00:17 Sur le court terme, on a vu par exemple avec la guerre en Ukraine,
00:21 que l'Ukraine approvisionnait la chaîne de fabrication du médicament
00:25 en emballage, en aluminium, en verre, tout ce qui est conditionnement du médicament
00:31 et forcément ça a eu des conséquences.
00:33 Au-delà de ça, il y a également une augmentation énorme de la demande mondiale,
00:38 donc plus de pays qui réclament des médicaments.
00:41 Mais plus profondément, les raisons de ces tensions et de ces pénuries,
00:45 elles ont un lien direct avec un changement de modèle économique du médicament.
00:50 Depuis les années 90, les entreprises du médicament ont délocalisé.
00:55 En plus de cela, on arrive à une situation où certains médicaments essentiels
00:59 ne sont plus produits que par une seule usine dans le monde entier
01:03 pour alimenter toute la planète.
01:05 Donc forcément, dès qu'il y a le moindre grain de sable dans la chaîne de fabrication,
01:08 ça crée des tensions et des pénuries.

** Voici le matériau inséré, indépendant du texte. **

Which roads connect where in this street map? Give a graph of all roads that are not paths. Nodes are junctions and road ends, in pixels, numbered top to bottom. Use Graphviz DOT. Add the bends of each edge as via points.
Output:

01:10 À cela, on peut ajouter un phénomène de financiarisation
01:14 avec l'arrivée de fonds de pension notamment américains
01:18 au capital de grandes entreprises qui vont exiger une rentabilité plus importante.
01:23 C'est pour ça que des entreprises vont lâcher des molécules
01:26 qui sont considérées comme moins rentables et se focaliser sur d'autres médicaments.

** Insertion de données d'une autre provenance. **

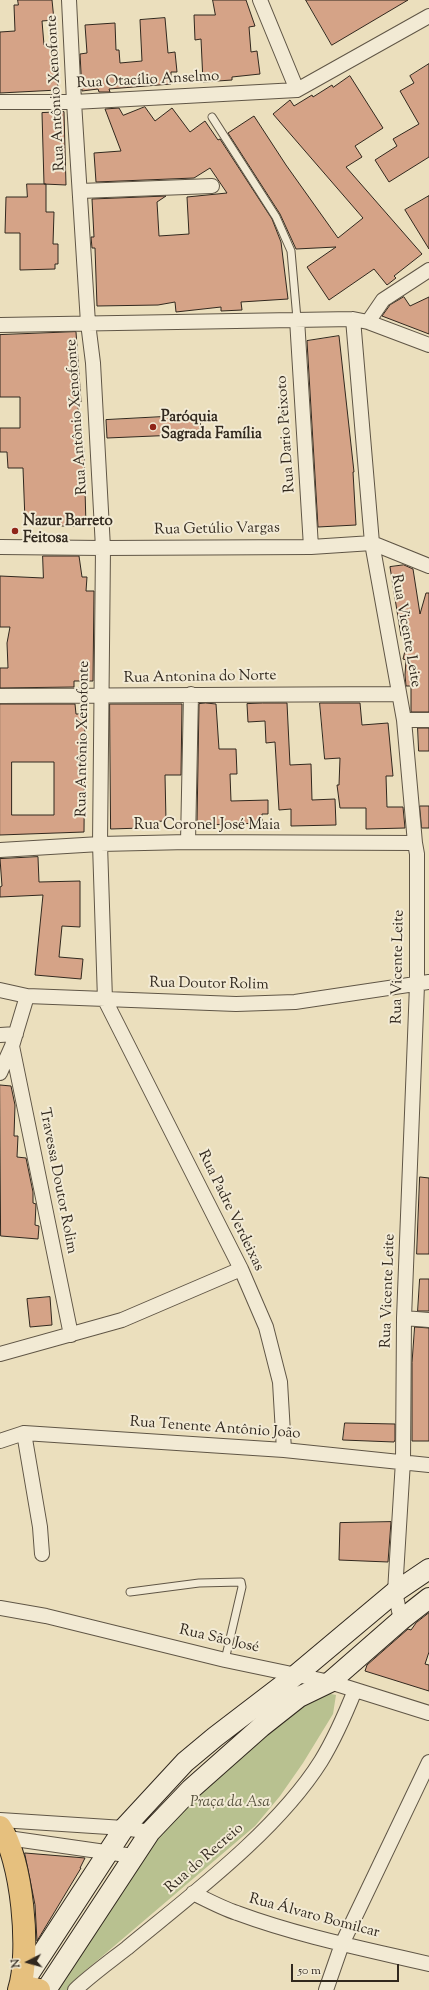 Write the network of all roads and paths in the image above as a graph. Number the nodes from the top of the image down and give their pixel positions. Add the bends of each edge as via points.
1 (69, 0) edge
2 (260, 0) edge
3 (429, 16) edge
4 (297, 90) junction
5 (0, 102) edge
6 (74, 102) junction
7 (212, 117) dead end
8 (212, 186) dead end
9 (80, 191) junction
10 (429, 270) edge
11 (353, 319) junction
12 (297, 320) junction
13 (368, 322) junction
14 (88, 323) junction
15 (0, 325) edge
16 (429, 345) edge
17 (372, 543) junction
18 (311, 546) junction
19 (0, 547) edge
20 (103, 548) junction
21 (429, 566) edge
22 (191, 694) junction
23 (399, 694) junction
24 (0, 696) edge
25 (102, 696) junction
26 (404, 720) junction
27 (429, 720) edge
28 (188, 842) junction
29 (100, 844) junction
30 (0, 850) edge
31 (420, 851) edge
32 (423, 983) edge
33 (0, 990) edge
34 (28, 996) junction
35 (105, 1000) junction
36 (0, 1035) edge
37 (14, 1040) junction
38 (0, 1073) edge
39 (241, 1269) junction
40 (404, 1318) junction
41 (429, 1320) edge
42 (71, 1335) junction
43 (0, 1354) edge
44 (24, 1433) junction
45 (0, 1441) edge
46 (284, 1450) junction
47 (402, 1461) junction
48 (429, 1465) edge
49 (42, 1554) dead end
50 (429, 1569) edge
51 (130, 1592) dead end
52 (395, 1592) junction
53 (429, 1598) edge
54 (0, 1608) edge
55 (401, 1620) junction
56 (226, 1660) junction
57 (296, 1675) junction
58 (330, 1682) junction
59 (355, 1690) junction
60 (429, 1713) edge
61 (429, 1762) edge
62 (124, 1828) junction
63 (2, 1831) edge
64 (150, 1832) junction
65 (107, 1852) junction
66 (133, 1856) junction
67 (193, 1893) junction
68 (342, 1944) junction
69 (429, 1964) edge
70 (26, 1989) edge
71 (46, 1990) edge
72 (75, 1990) edge
73 (326, 1990) edge

1 - 6 street, Rua Antônio Xenofonte
2 - 4 street
3 - 4 street
4 - 6 street, Rua Otacílio Anselmo
5 - 6 street, Rua Otacílio Anselmo
6 - 9 street, Rua Antônio Xenofonte
7 - 12 lane via 276,217 291,251
8 - 9 street
9 - 14 street, Rua Antônio Xenofonte
10 - 13 street via 382,300
11 - 12 street
11 - 13 street
11 - 17 street, Rua Vicente Leite
12 - 14 street
12 - 18 street, Rua Dario Peixoto
13 - 16 street
14 - 15 street
14 - 20 street, Rua Antônio Xenofonte via 93,363
17 - 18 street, Rua Getúlio Vargas
17 - 21 street, Rua Getúlio Vargas
17 - 23 street, Rua Vicente Leite
18 - 20 street, Rua Getúlio Vargas
19 - 20 street, Rua Getúlio Vargas
20 - 25 street, Rua Antônio Xenofonte
22 - 23 street, Rua Antonina do Norte
22 - 25 street, Rua Antonina do Norte
22 - 28 street
23 - 26 street, Rua Vicente Leite
24 - 25 street, Rua Antonina do Norte
25 - 29 street, Rua Antônio Xenofonte
26 - 27 street
26 - 31 street, Rua Vicente Leite
28 - 29 street, Rua Coronel José Maia
28 - 31 street, Rua Coronel José Maia
29 - 30 street, Rua Coronel José Maia
29 - 35 street, Rua Antônio Xenofonte
31 - 32 street, Rua Vicente Leite
32 - 35 street, Rua Doutor Rolim via 266,1004
32 - 40 street, Rua Vicente Leite
33 - 34 street, Rua Doutor Rolim
34 - 35 street, Rua Doutor Rolim
34 - 37 street
35 - 39 street, Rua Padre Verdeixas
36 - 37 street
37 - 38 street
37 - 42 street, Travessa Doutor Rolim
39 - 42 street via 122,1320
39 - 46 street, Rua Padre Verdeixas via 273,1350 280,1382
40 - 41 street
40 - 47 street, Rua Vicente Leite
42 - 43 street
44 - 45 street, Rua Tenente Antônio João
44 - 46 street, Rua Tenente Antônio João
44 - 49 street
46 - 47 street, Rua Tenente Antônio João
47 - 48 street, Rua Tenente Antônio João
47 - 52 street, Rua Vicente Leite
50 - 52 main road
51 - 56 lane via 199,1583 240,1582 241,1594
52 - 55 street, Rua Vicente Leite
52 - 57 main road
53 - 55 main road
54 - 56 street, Rua São José via 46,1616
55 - 58 main road
56 - 57 street, Rua São José
57 - 58 street, Rua São José
57 - 62 main road via 185,1762
58 - 59 street, Rua São José
58 - 64 main road via 299,1697 261,1727 192,1789
59 - 60 street, Rua São José
59 - 67 street, Rua do Recreio via 340,1728 320,1762 299,1790 254,1840
61 - 68 street
62 - 63 street
62 - 64 street
62 - 65 main road
63 - 65 street
63 - 70 highway via 18,1882 23,1915
64 - 66 main road
65 - 66 street
65 - 70 main road
66 - 71 main road
67 - 68 street, Rua Álvaro Bomilcar via 236,1913
67 - 72 street, Rua do Recreio
68 - 69 street, Rua Álvaro Bomilcar
68 - 73 street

01:31 On passe d'un modèle de blockbuster en quelque sorte,
01:35 un médicament qu'on va vendre en grande quantité à beaucoup de personnes
01:38 pour un prix relativement raisonnable et qui rapporte suffisamment d'argent,
01:41 à un modèle de niche avec des médicaments dits innovants
01:45 qui vont concerner des maladies rares, donc moins de personnes,
01:48 mais qui vont être vendus à des prix absolument astronomiques.
01:52 On peut citer l'exemple d'un médicament contre l'hépatite C
01:59 qui s'appelle le Sovaldi Sophos Buvir,
02:02 qui a été inventé à l'origine dans une université américaine,
02:05 qui a été développé par un chercheur dans une start-up
02:08 et qui a été revendu à prix d'or par une firme américaine, Gilead,
02:14 qui ensuite a pesé de tout son poids pour vendre ce médicament,
02:20 le mettre sur le marché à un prix absolument hallucinant.
02:23 41 000 euros la cure en France.
02:26 On peut également citer l'exemple d'un médicament contre l'amiotrophie spinale,
02:31 le Zodgensma, là qui est produit par le Suisse Novertis.
02:35 Là aussi, c'est intéressant.
02:37 Il faut savoir que c'est le médicament le plus cher de France,
02:40 2 millions d'euros.
02:42 Ce qui est intéressant de noter aussi, c'est que,
02:44 quand on regarde dans le détail, en fait, ce médicament a bénéficié de l'argent public.
02:48 C'est-à-dire qu'il a été développé initialement par la recherche publique,
02:52 l'Inserm, il a bénéficié d'argent du Téléthon,
02:56 le Généthon qui a développé ce médicament,
02:59 avant, même scénario, d'être repris par une start-up
03:02 et racheté par la firme qui s'économise, en quelque sorte,
03:06 les frais de recherche-développement.